Enlace Judío México / Rab. Yehuda Prero – En el segundo libro de Reyes (22:14) nos encontramos con el siguiente evento: En las épocas de Jeremías es pofeta, Josías el rey se dio cuenta que los pecados de la nación de Israel eran grandes, y si la nación no se arrepentía y buscaba el favor divino la destrucción del templo ocurriría. Por lo cual, el rey envió mensajeros a un profeta para pedir consejo y guía. Los enviados no fueron mandados al profeta Jeremías, a contrario de lo que se pensaría por ser el profeta más grande de sus tiempos. Fueron enviados a Julda, la profetisa, para pedir su intervención. ¿Por qué fueron enviados a Julda y no a Jeremías?

Rashi, el comentarista más estudiado hoy en día, escribe “Nuestros sabios dijeron (fueron con Julda) porque una mujer es más compasiva que un hombre, y por ello los mensajeros no fueron enviados a Jeremías.” La Guemará en el tratado de Meguilá (14b) también discute la elección de Julda. Ahí está escrito: “¿Cómo pudo Josías mismo pasar por en cima de Jeremías y mandar los mensajeros a Julda? Los miembros de la escuela de Rav Shila contestaron ‘es porque las mujeres tienen un corazón tierno’.” Gracias a dicho atributo que Julda tenía por la virtud de ser mujer, Josías envió los mensajeros a ella, como el comentarista Maharsha dice, para que por sí misma a través del sentimiento de misericordia rezará por el templo.

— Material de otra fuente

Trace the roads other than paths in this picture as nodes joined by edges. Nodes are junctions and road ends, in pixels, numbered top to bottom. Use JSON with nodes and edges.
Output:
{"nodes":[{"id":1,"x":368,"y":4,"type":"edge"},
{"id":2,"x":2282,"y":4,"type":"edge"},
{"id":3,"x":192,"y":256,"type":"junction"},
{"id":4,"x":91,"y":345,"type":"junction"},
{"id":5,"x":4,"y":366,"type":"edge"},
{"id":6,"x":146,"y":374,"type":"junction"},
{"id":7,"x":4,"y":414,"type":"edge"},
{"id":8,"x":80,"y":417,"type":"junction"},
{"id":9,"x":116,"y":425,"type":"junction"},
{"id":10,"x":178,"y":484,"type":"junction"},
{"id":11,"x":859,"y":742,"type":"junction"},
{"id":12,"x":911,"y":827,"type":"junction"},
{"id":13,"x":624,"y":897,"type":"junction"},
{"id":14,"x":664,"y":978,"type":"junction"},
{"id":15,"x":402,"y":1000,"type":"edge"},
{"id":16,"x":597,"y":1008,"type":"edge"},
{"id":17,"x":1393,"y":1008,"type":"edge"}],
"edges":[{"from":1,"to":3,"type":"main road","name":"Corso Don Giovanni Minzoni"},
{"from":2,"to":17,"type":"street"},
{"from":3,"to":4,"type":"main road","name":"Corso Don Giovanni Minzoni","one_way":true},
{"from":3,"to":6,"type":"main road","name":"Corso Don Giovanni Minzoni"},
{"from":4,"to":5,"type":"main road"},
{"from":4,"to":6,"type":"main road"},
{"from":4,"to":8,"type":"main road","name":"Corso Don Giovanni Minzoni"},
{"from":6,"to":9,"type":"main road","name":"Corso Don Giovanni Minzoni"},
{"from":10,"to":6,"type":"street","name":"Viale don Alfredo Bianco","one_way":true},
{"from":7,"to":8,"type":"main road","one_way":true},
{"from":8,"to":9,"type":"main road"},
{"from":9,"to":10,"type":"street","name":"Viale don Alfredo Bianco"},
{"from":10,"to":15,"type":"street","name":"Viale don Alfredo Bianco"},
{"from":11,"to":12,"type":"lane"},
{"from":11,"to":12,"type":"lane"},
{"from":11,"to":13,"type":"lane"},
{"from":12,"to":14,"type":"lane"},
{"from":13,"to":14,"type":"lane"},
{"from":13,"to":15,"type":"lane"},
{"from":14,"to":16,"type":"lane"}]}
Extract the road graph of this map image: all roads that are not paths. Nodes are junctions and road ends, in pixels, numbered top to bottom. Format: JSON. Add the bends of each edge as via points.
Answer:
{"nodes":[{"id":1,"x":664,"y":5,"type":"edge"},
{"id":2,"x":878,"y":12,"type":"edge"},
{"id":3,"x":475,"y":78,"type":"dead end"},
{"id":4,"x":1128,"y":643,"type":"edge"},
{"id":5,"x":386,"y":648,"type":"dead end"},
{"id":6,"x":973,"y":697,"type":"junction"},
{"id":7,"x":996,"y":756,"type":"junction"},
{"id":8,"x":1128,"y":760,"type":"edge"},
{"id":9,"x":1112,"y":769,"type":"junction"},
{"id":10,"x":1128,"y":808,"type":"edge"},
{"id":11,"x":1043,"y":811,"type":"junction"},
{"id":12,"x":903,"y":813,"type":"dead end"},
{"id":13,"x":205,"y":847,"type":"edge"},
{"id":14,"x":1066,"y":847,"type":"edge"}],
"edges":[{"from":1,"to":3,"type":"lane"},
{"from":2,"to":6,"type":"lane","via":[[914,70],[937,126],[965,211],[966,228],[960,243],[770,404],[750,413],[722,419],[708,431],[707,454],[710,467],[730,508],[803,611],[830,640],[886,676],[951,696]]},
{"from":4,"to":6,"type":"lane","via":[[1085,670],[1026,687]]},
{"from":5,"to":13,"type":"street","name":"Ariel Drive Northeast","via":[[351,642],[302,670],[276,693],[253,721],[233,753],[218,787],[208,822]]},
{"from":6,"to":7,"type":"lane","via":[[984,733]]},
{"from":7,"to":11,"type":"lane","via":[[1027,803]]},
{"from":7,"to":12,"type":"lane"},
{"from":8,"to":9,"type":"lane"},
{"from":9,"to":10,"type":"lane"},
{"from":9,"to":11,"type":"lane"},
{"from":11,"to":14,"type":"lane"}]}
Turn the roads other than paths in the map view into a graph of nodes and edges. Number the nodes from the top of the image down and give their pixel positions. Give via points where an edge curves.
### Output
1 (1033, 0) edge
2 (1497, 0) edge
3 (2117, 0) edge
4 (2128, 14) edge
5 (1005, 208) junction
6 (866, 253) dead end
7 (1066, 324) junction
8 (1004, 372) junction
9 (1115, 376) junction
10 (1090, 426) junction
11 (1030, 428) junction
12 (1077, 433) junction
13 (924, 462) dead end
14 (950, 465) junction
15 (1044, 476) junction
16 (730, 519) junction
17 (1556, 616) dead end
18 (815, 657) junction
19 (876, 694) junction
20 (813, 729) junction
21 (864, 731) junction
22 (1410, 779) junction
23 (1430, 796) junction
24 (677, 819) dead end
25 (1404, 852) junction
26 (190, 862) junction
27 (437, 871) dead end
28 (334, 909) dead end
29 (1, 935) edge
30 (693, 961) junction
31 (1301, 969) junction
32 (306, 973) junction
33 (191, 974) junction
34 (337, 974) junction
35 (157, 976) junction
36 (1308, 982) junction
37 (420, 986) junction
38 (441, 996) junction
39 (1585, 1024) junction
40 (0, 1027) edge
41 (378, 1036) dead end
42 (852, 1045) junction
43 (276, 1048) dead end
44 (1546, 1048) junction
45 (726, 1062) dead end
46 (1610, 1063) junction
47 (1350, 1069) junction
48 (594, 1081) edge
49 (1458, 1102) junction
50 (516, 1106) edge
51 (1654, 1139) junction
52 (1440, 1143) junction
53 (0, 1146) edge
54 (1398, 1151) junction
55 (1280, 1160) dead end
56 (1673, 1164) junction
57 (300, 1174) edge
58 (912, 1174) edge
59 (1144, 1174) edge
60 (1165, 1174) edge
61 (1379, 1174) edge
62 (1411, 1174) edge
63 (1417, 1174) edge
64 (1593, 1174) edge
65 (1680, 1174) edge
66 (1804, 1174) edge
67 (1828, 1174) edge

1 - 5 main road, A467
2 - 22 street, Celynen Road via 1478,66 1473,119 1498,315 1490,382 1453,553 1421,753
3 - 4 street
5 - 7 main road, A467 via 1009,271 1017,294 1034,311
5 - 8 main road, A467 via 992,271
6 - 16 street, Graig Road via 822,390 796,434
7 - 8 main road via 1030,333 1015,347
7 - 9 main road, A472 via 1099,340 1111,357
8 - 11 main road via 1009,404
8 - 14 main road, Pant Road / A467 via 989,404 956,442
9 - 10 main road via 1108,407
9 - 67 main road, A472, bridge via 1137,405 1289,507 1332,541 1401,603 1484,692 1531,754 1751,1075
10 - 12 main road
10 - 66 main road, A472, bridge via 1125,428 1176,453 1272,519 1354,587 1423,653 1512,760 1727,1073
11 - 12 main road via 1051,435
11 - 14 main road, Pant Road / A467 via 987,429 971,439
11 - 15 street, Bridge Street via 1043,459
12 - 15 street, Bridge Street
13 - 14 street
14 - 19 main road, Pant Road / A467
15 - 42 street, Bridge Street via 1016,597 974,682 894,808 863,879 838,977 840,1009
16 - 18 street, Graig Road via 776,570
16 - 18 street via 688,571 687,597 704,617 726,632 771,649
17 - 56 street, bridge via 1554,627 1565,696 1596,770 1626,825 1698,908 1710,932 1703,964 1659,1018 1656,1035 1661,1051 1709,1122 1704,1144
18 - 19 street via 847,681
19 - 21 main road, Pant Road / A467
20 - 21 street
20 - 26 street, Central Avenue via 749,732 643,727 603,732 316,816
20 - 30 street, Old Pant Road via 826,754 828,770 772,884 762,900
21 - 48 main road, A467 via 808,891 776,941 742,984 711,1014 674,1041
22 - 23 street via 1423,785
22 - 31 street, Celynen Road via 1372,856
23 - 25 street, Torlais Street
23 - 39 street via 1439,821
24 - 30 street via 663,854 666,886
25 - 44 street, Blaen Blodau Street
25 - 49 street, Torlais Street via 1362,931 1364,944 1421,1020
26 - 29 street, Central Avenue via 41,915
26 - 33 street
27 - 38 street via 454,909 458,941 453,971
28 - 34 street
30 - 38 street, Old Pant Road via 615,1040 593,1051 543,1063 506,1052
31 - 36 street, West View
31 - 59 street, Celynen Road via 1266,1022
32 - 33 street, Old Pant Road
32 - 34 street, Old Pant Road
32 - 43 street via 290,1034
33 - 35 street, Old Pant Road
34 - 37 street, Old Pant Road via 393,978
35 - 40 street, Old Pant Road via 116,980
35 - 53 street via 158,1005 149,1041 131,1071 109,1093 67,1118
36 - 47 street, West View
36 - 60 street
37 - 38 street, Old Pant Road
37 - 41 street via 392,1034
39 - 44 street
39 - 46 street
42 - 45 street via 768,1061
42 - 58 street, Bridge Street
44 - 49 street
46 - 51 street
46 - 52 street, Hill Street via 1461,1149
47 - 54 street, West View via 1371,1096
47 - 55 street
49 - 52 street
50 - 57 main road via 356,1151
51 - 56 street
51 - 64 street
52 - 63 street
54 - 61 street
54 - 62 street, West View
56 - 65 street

Esta explicación sigue siendo enigmática. El profeta Jeremías fue uno de los hombres más grandes de su generación. Fue una persona que como profeta conocía a profundidad la catástrofe tan grande que estaba por ocurrir si la nación no se arrepentía. Claramente sentía agonía y dolor sobre el futuro de la nación. Claramente rezó por que la destrucción no ocurriera. Sin duda alguna su misericordia despertó y rezó con cada fibra de su ser por Israel constantemente. ¿Por qué entonces Josías escogió a Julda?

Rab. Henoch Leibowitz z’’l dice que debemos entender la naturaleza del rezo. El ingrediente esencial del rezo es la “kavana” la fuerza y concentración que uno pone a la intención. Entre uno más desea sinceramente lo que le está diciendo a D-os, y entre uno más siente que le está hablando a D-os, más fuerza y concentración tiene en su intención.

Entre más fuerte sea la concentración en la intención, el poder del rezo es mayor, y la aceptación de la plegaria por D-os es mayor. Sin duda alguna, Jeremías rezó a D-os con una gran dosis de “kavana” cuando pedía por la salvación de Israel frente a la futura catástrofe. Sin embargo, Julda tenía una ventaja sobre Jeremías, era por naturaleza más compasiva. Por eso, Julda ligeramente podía rezar con mayor “kavana” para evitar la destucción del Templo. Dada la gravedad de la situación, Josías mandó los mensajeros a Julda, la persona cuyas plegarias sabía tendrían mayor impacto.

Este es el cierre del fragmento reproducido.